Some of the best redfish and trout fishing I've experienced!


----------



## Northernfisher (Jul 29, 2010)

Chromelander said:


> OK so I am flying down to Orlando in early April for a week and would like to do some fishing. I will need to go with a guide cause I'm not taking any gear with me on the plane. So I have bass fished on lake toho one time and would do it again but am looking for advice on fishing the ocean,gulf,flats,party boats or pier. I've never done any of it or even been to these places.
> Also I will most likely be fishing by myself and would like to keep it under $400.
> I will be going out of either cape Canaveral or st.petersburg but don't know what to do as far as a charter.


I fished mainly the west side St. Pete - north. I would tend to go east as it is closer. 

My suggestion is flats fishing, (personal opinion - just more fun). If you can adjust the timing of your trip at all you want big tides. That means you want a full or new moon. The 11th is the new moon. They will bite anytime but the bite is bigger on the big tides.
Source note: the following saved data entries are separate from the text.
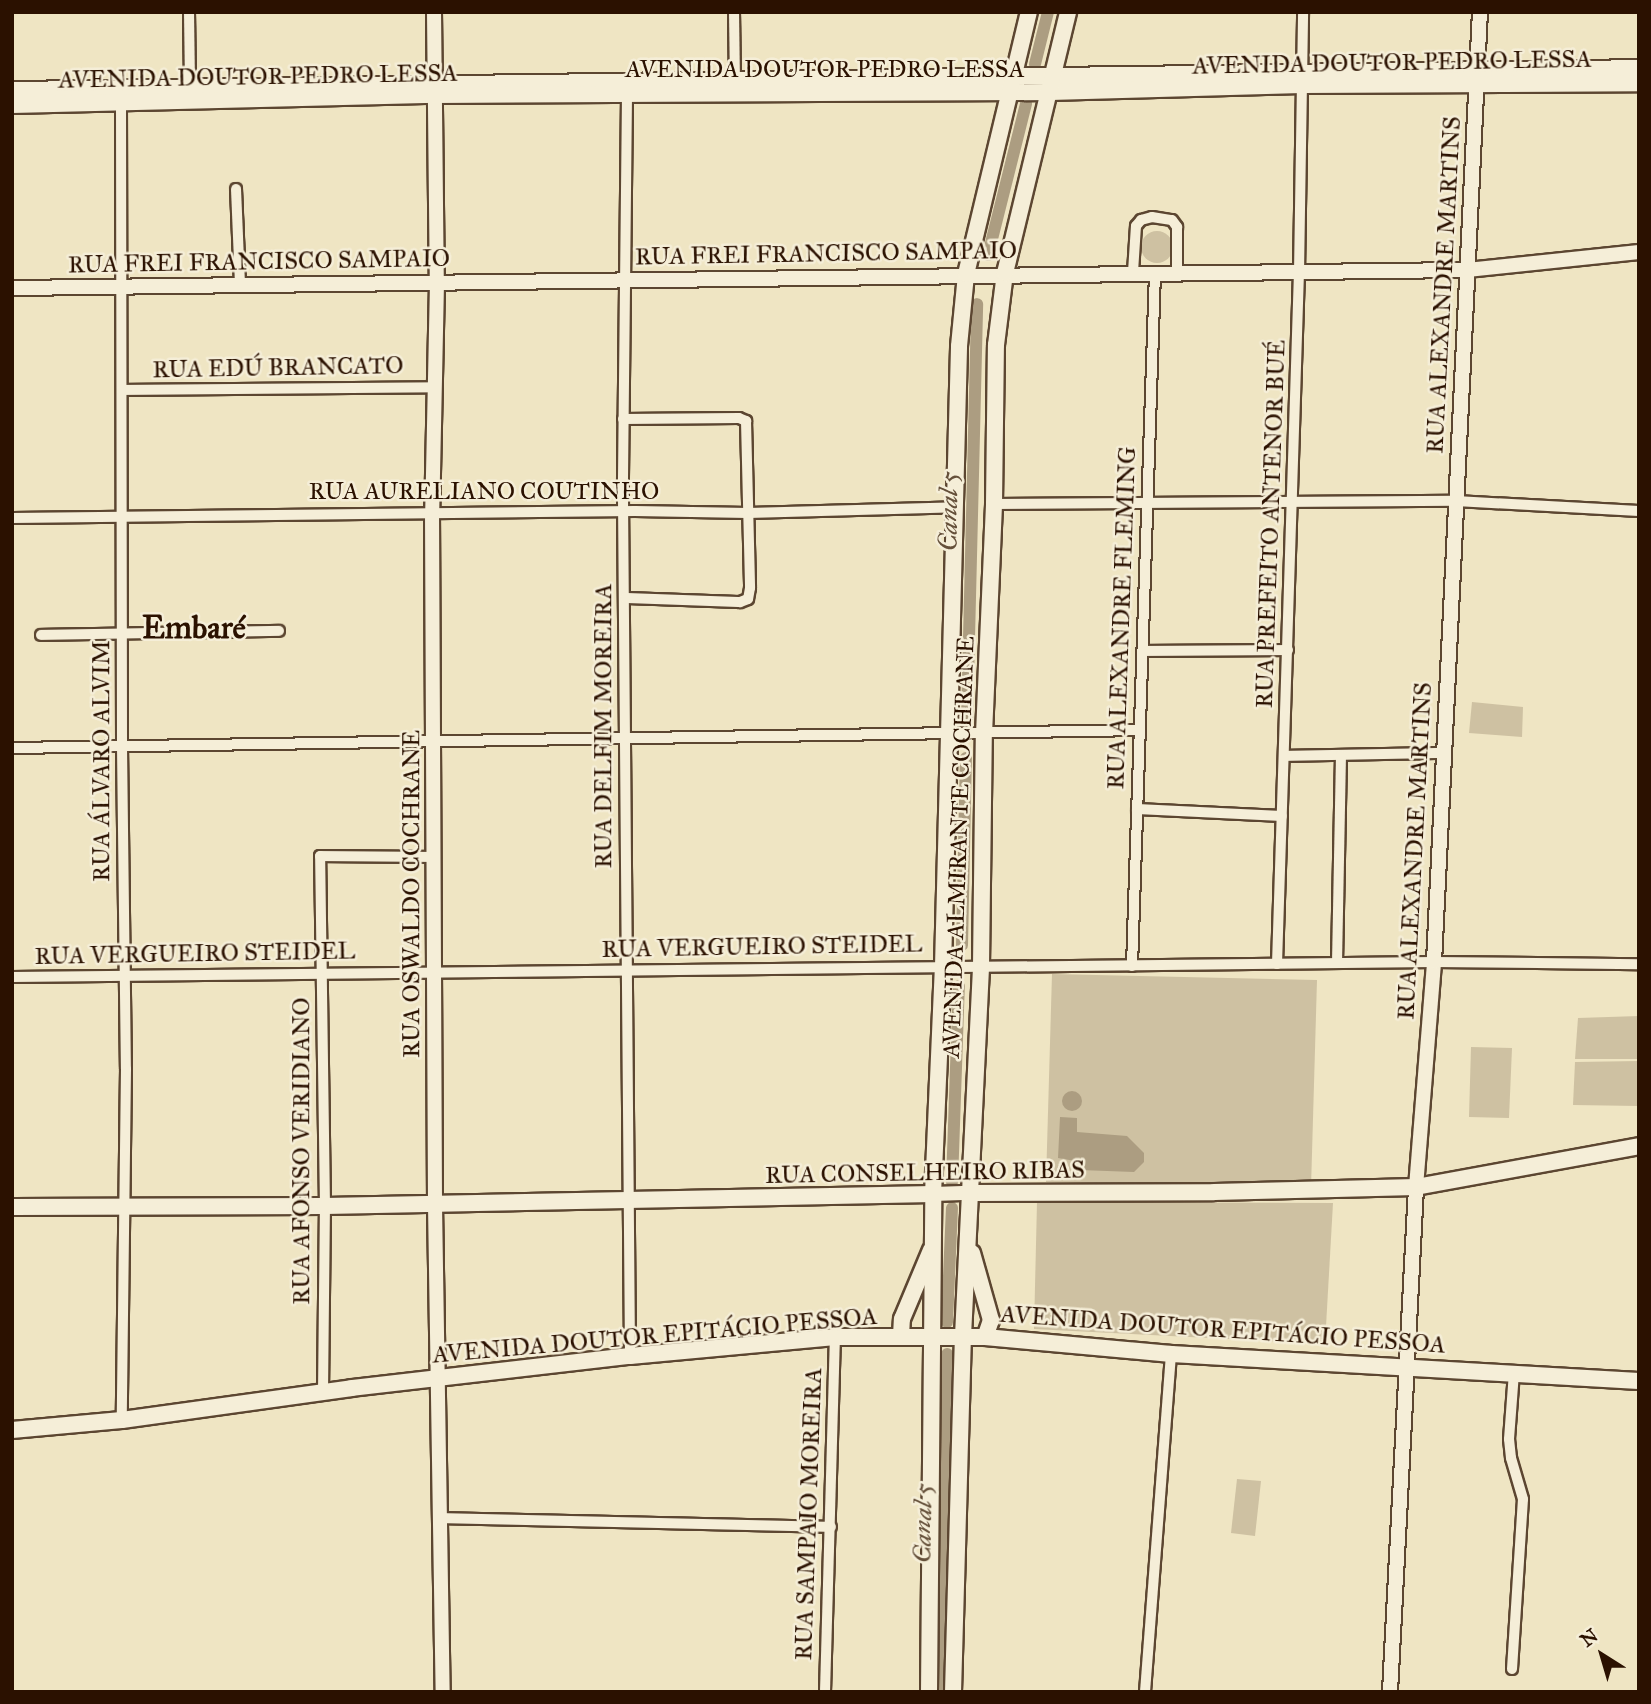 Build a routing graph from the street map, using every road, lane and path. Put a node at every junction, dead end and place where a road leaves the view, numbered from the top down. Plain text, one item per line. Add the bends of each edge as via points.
1 (189, 12) edge
2 (434, 12) edge
3 (734, 12) edge
4 (1029, 12) edge
5 (1068, 12) edge
6 (1303, 12) edge
7 (1480, 12) edge
8 (1639, 68) edge
9 (1014, 75) junction
10 (1054, 75) junction
11 (1477, 77) junction
12 (1302, 78) junction
13 (734, 80) junction
14 (1639, 83) edge
15 (190, 87) junction
16 (436, 89) junction
17 (12, 90) edge
18 (1010, 92) junction
19 (1050, 92) junction
20 (627, 95) junction
21 (121, 102) junction
22 (12, 106) edge
23 (236, 189) dead end
24 (1639, 253) edge
25 (1468, 270) junction
26 (1133, 272) junction
27 (1155, 272) junction
28 (1177, 272) junction
29 (1299, 273) junction
30 (968, 274) junction
31 (1001, 274) junction
32 (624, 280) junction
33 (437, 283) junction
34 (240, 285) junction
35 (121, 286) junction
36 (12, 288) edge
37 (435, 387) junction
38 (122, 390) junction
39 (623, 419) junction
40 (1456, 501) junction
41 (1293, 502) junction
42 (1145, 503) junction
43 (994, 504) junction
44 (957, 507) junction
45 (623, 511) junction
46 (1639, 512) edge
47 (432, 513) junction
48 (748, 513) junction
49 (123, 517) junction
50 (12, 518) edge
51 (625, 598) junction
52 (279, 631) dead end
53 (122, 634) junction
54 (41, 635) dead end
55 (1288, 650) junction
56 (1143, 651) junction
57 (1140, 730) junction
58 (952, 734) junction
59 (981, 734) junction
60 (627, 739) junction
61 (435, 740) junction
62 (121, 747) junction
63 (12, 748) edge
64 (1444, 753) junction
65 (1341, 755) junction
66 (1285, 756) junction
67 (1137, 809) junction
68 (1282, 816) junction
69 (434, 857) junction
70 (1434, 962) junction
71 (1337, 963) junction
72 (1277, 964) junction
73 (1639, 964) edge
74 (978, 966) junction
75 (1132, 966) junction
76 (946, 967) junction
77 (626, 970) junction
78 (436, 971) junction
79 (322, 973) junction
80 (125, 975) junction
81 (12, 977) edge
82 (1639, 1146) edge
83 (1416, 1187) junction
84 (968, 1193) junction
85 (936, 1194) junction
86 (627, 1202) junction
87 (435, 1205) junction
88 (325, 1206) junction
89 (12, 1207) edge
90 (125, 1209) junction
91 (968, 1240) junction
92 (934, 1242) junction
93 (901, 1336) junction
94 (948, 1336) junction
95 (835, 1337) junction
96 (985, 1337) junction
97 (1171, 1354) junction
98 (630, 1356) junction
99 (1406, 1367) junction
100 (1514, 1373) junction
101 (440, 1380) junction
102 (1639, 1381) edge
103 (323, 1393) junction
104 (122, 1420) junction
105 (12, 1430) edge
106 (442, 1518) junction
107 (831, 1527) junction
108 (1512, 1669) dead end
109 (443, 1692) edge
110 (825, 1692) edge
111 (929, 1692) edge
112 (953, 1692) edge
113 (1145, 1692) edge
114 (1390, 1692) edge

1 - 15 street
2 - 16 street, RUA OSWALDO COCHRANE
3 - 13 street
4 - 9 main road, AVENIDA ALMIRANTE COCHRANE
5 - 10 main road, AVENIDA ALMIRANTE COCHRANE
6 - 12 street, RUA PREFEITO ANTENOR BUÉ
7 - 11 street, RUA ALEXANDRE MARTINS
8 - 11 main road, AVENIDA DOUTOR PEDRO LESSA
9 - 10 main road, AVENIDA DOUTOR PEDRO LESSA
9 - 13 main road, AVENIDA DOUTOR PEDRO LESSA
9 - 18 main road, AVENIDA ALMIRANTE COCHRANE
10 - 12 main road, AVENIDA DOUTOR PEDRO LESSA
10 - 19 main road, AVENIDA ALMIRANTE COCHRANE
11 - 12 main road, AVENIDA DOUTOR PEDRO LESSA
11 - 14 main road, AVENIDA DOUTOR PEDRO LESSA
11 - 25 street, RUA ALEXANDRE MARTINS
12 - 19 main road, AVENIDA DOUTOR PEDRO LESSA
12 - 29 street, RUA PREFEITO ANTENOR BUÉ
13 - 16 main road, AVENIDA DOUTOR PEDRO LESSA
15 - 16 main road, AVENIDA DOUTOR PEDRO LESSA
15 - 17 main road, AVENIDA DOUTOR PEDRO LESSA
16 - 20 main road, AVENIDA DOUTOR PEDRO LESSA
16 - 21 main road, AVENIDA DOUTOR PEDRO LESSA
16 - 33 street, RUA OSWALDO COCHRANE
18 - 19 main road, AVENIDA DOUTOR PEDRO LESSA
18 - 20 main road, AVENIDA DOUTOR PEDRO LESSA
18 - 30 main road, AVENIDA ALMIRANTE COCHRANE
19 - 31 main road, AVENIDA ALMIRANTE COCHRANE
20 - 32 street, RUA DELFIM MOREIRA
21 - 22 main road, AVENIDA DOUTOR PEDRO LESSA
21 - 35 street, RUA ÁLVARO ALVIM
23 - 34 street
24 - 25 street, RUA FREI FRANCISCO SAMPAIO
25 - 29 street, RUA FREI FRANCISCO SAMPAIO
25 - 40 street, RUA ALEXANDRE MARTINS
26 - 27 street, RUA FREI FRANCISCO SAMPAIO
26 - 28 street via 1136,226 1152,217 1172,220 1177,227
26 - 31 street, RUA FREI FRANCISCO SAMPAIO
27 - 28 street, RUA FREI FRANCISCO SAMPAIO
27 - 42 street, RUA ALEXANDRE FLEMING
28 - 29 street, RUA FREI FRANCISCO SAMPAIO
29 - 41 street, RUA PREFEITO ANTENOR BUÉ
30 - 31 street, RUA FREI FRANCISCO SAMPAIO
30 - 32 street, RUA FREI FRANCISCO SAMPAIO
30 - 44 main road, AVENIDA ALMIRANTE COCHRANE via 959,346
31 - 43 main road, AVENIDA ALMIRANTE COCHRANE
32 - 33 street, RUA FREI FRANCISCO SAMPAIO
32 - 39 street, RUA DELFIM MOREIRA
33 - 34 street, RUA FREI FRANCISCO SAMPAIO
33 - 37 street, RUA OSWALDO COCHRANE
34 - 35 street, RUA FREI FRANCISCO SAMPAIO
35 - 36 street, RUA FREI FRANCISCO SAMPAIO
35 - 38 street, RUA ÁLVARO ALVIM
37 - 38 street, RUA EDÚ BRANCATO
37 - 47 street, RUA OSWALDO COCHRANE
38 - 49 street, RUA ÁLVARO ALVIM
39 - 45 street, RUA DELFIM MOREIRA
39 - 48 street via 746,421
40 - 41 street
40 - 46 street
40 - 64 street, RUA ALEXANDRE MARTINS
41 - 42 street
41 - 55 street, RUA PREFEITO ANTENOR BUÉ
42 - 43 street
42 - 56 street, RUA ALEXANDRE FLEMING
43 - 59 main road, AVENIDA ALMIRANTE COCHRANE
44 - 48 street, RUA AURELIANO COUTINHO
44 - 58 main road, AVENIDA ALMIRANTE COCHRANE
45 - 47 street, RUA AURELIANO COUTINHO
45 - 48 street, RUA AURELIANO COUTINHO
45 - 51 street, RUA DELFIM MOREIRA
47 - 49 street, RUA AURELIANO COUTINHO
47 - 61 street, RUA OSWALDO COCHRANE
48 - 51 street via 748,599
49 - 50 street, RUA AURELIANO COUTINHO
49 - 53 street, RUA ÁLVARO ALVIM
51 - 60 street, RUA DELFIM MOREIRA
52 - 53 street
53 - 54 street
53 - 62 street, RUA ÁLVARO ALVIM
55 - 56 street
55 - 66 street, RUA PREFEITO ANTENOR BUÉ
56 - 57 street, RUA ALEXANDRE FLEMING
57 - 59 street
57 - 67 street, RUA ALEXANDRE FLEMING
58 - 59 street
58 - 60 street
58 - 76 main road, AVENIDA ALMIRANTE COCHRANE
59 - 74 main road, AVENIDA ALMIRANTE COCHRANE
60 - 61 street
60 - 77 street, RUA DELFIM MOREIRA
61 - 62 street
61 - 69 street, RUA OSWALDO COCHRANE
62 - 63 street
62 - 80 street, RUA ÁLVARO ALVIM
64 - 65 street
64 - 70 street, RUA ALEXANDRE MARTINS
65 - 66 street
65 - 71 street
66 - 68 street, RUA PREFEITO ANTENOR BUÉ
67 - 68 street
67 - 75 street, RUA ALEXANDRE FLEMING
68 - 72 street, RUA PREFEITO ANTENOR BUÉ
69 - 78 street, RUA OSWALDO COCHRANE
69 - 79 street, RUA AFONSO VERIDIANO via 320,856
70 - 71 street, RUA VERGUEIRO STEIDEL
70 - 73 street, RUA VERGUEIRO STEIDEL
70 - 83 street, RUA ALEXANDRE MARTINS
71 - 72 street, RUA VERGUEIRO STEIDEL
72 - 75 street, RUA VERGUEIRO STEIDEL
74 - 75 street, RUA VERGUEIRO STEIDEL
74 - 76 street, RUA VERGUEIRO STEIDEL
74 - 84 main road, AVENIDA ALMIRANTE COCHRANE
76 - 77 street, RUA VERGUEIRO STEIDEL
76 - 85 main road, AVENIDA ALMIRANTE COCHRANE
77 - 78 street, RUA VERGUEIRO STEIDEL
77 - 86 street, RUA DELFIM MOREIRA
78 - 79 street, RUA VERGUEIRO STEIDEL
78 - 87 street, RUA OSWALDO COCHRANE
79 - 80 street, RUA VERGUEIRO STEIDEL
79 - 88 street, RUA AFONSO VERIDIANO
80 - 81 street, RUA VERGUEIRO STEIDEL
80 - 90 street, RUA ÁLVARO ALVIM
82 - 83 main road, RUA CONSELHEIRO RIBAS
83 - 84 main road, RUA CONSELHEIRO RIBAS
83 - 99 street, RUA ALEXANDRE MARTINS
84 - 85 street, RUA CONSELHEIRO RIBAS
84 - 91 main road, AVENIDA ALMIRANTE COCHRANE
85 - 86 main road, RUA CONSELHEIRO RIBAS
85 - 92 main road, AVENIDA ALMIRANTE COCHRANE
86 - 87 main road, RUA CONSELHEIRO RIBAS
86 - 98 street, RUA DELFIM MOREIRA
87 - 88 main road, RUA CONSELHEIRO RIBAS
87 - 101 street, RUA OSWALDO COCHRANE
88 - 90 main road, RUA CONSELHEIRO RIBAS
88 - 103 street, RUA AFONSO VERIDIANO
89 - 90 main road, RUA CONSELHEIRO RIBAS
90 - 104 street, RUA ÁLVARO ALVIM
91 - 94 main road, AVENIDA ALMIRANTE COCHRANE
91 - 96 main road via 991,1320
92 - 93 main road via 902,1319
92 - 94 main road, AVENIDA ALMIRANTE COCHRANE
93 - 94 main road, AVENIDA DOUTOR EPITÁCIO PESSOA
93 - 95 main road, AVENIDA DOUTOR EPITÁCIO PESSOA
94 - 96 main road, AVENIDA DOUTOR EPITÁCIO PESSOA
94 - 111 main road, AVENIDA ALMIRANTE COCHRANE
94 - 112 main road, AVENIDA ALMIRANTE COCHRANE
95 - 98 main road, AVENIDA DOUTOR EPITÁCIO PESSOA
95 - 107 street, RUA SAMPAIO MOREIRA
96 - 97 main road, AVENIDA DOUTOR EPITÁCIO PESSOA
97 - 99 main road, AVENIDA DOUTOR EPITÁCIO PESSOA
97 - 113 street
98 - 101 main road, AVENIDA DOUTOR EPITÁCIO PESSOA
99 - 100 main road, AVENIDA DOUTOR EPITÁCIO PESSOA
99 - 114 street, RUA ALEXANDRE MARTINS
100 - 102 main road, AVENIDA DOUTOR EPITÁCIO PESSOA
100 - 108 street via 1509,1438 1523,1499
101 - 103 main road, AVENIDA DOUTOR EPITÁCIO PESSOA
101 - 106 street, RUA OSWALDO COCHRANE
103 - 104 main road, AVENIDA DOUTOR EPITÁCIO PESSOA
104 - 105 main road, AVENIDA DOUTOR EPITÁCIO PESSOA
106 - 107 street
106 - 109 street, RUA OSWALDO COCHRANE
107 - 110 street, RUA SAMPAIO MOREIRA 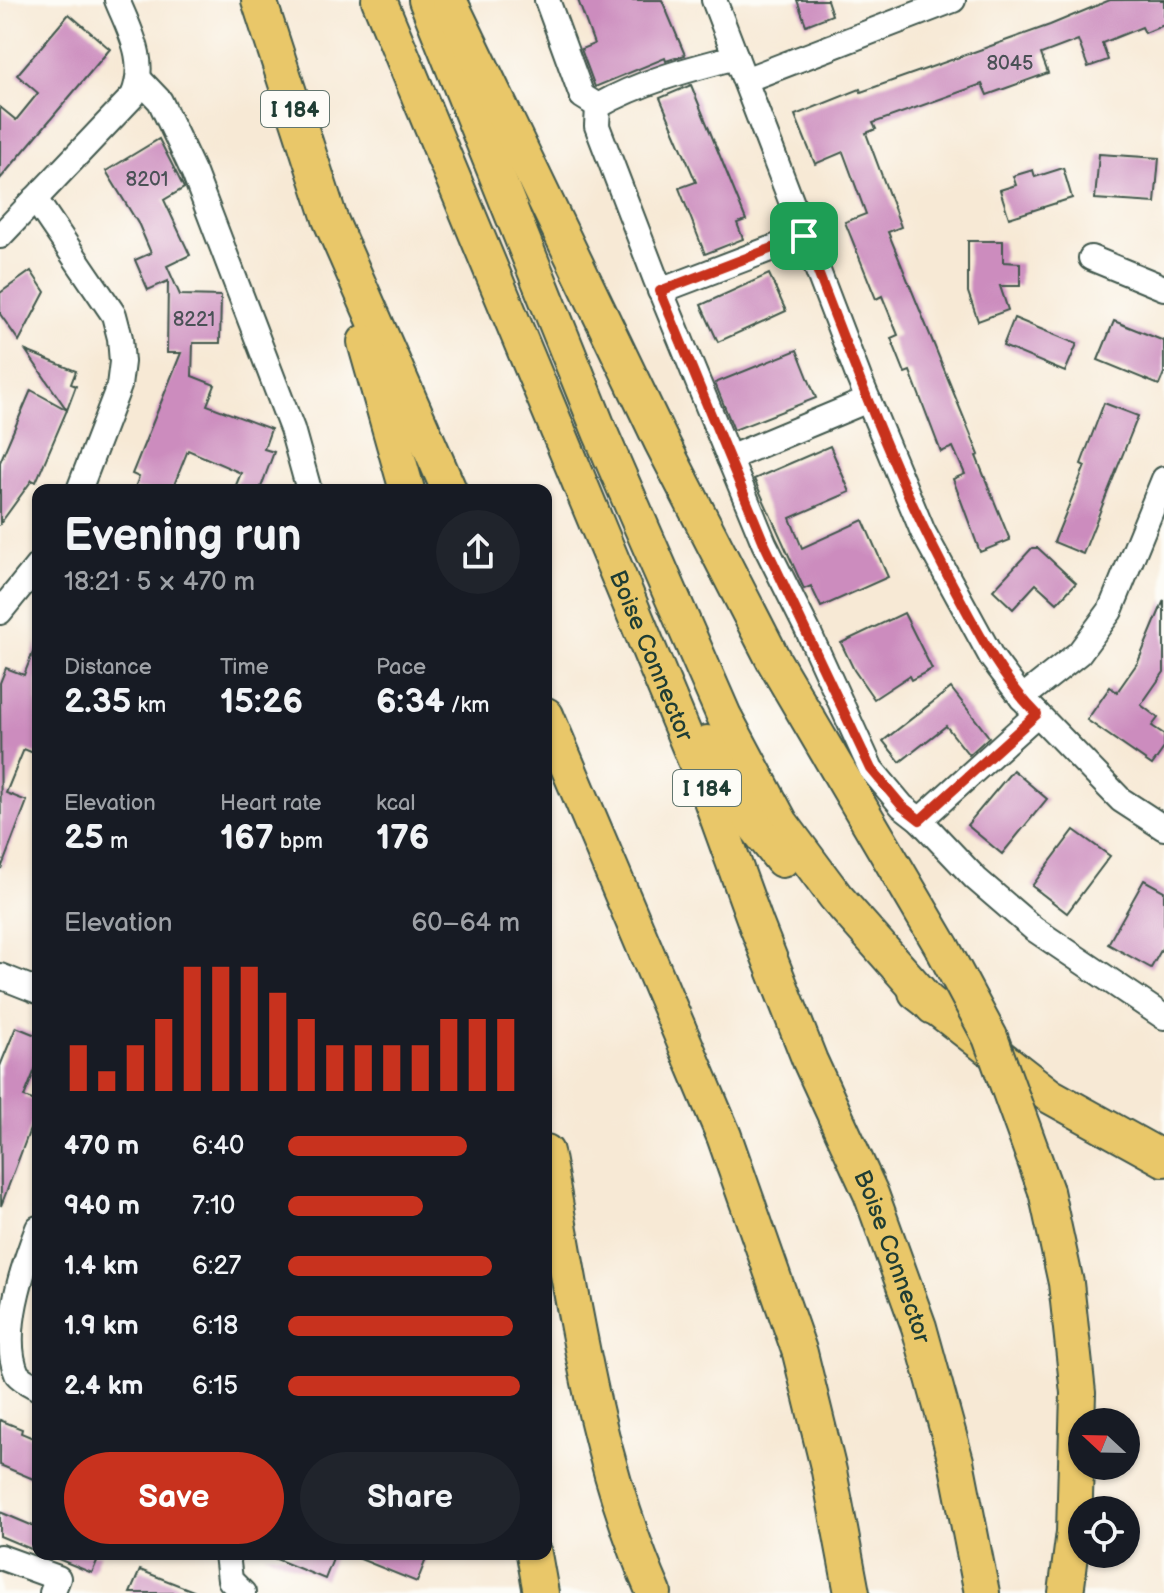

If you want a suggestion for the Tampa / St. Pete area send me a message. Shoeman's link looks good to me.


----------



## Chromelander (Oct 1, 2011)

Are the party boats worth considering? Or are they a waist of money?


----------



## breminnie (Aug 14, 2012)

Some fish to be caught. Depends on where you get a boat. Some places/boats are better than others.


----------



## Northernfisher (Jul 29, 2010)

Chromelander said:


> Are the party boats worth considering? Or are they a waist of money?


I have never fished one. My opinion is you can do better (have more fun) with a private charter. The party boats are normally drop line fishing. There is nothing wrong with that, I just enjoy flats fishing more. It is more like bass fishing in Michigan. Flats you can cast, soak bait, or fly fish. 

When we were wintering there I got so I mainly waded the flats. All you need is a pair of shoes and a fishing rod.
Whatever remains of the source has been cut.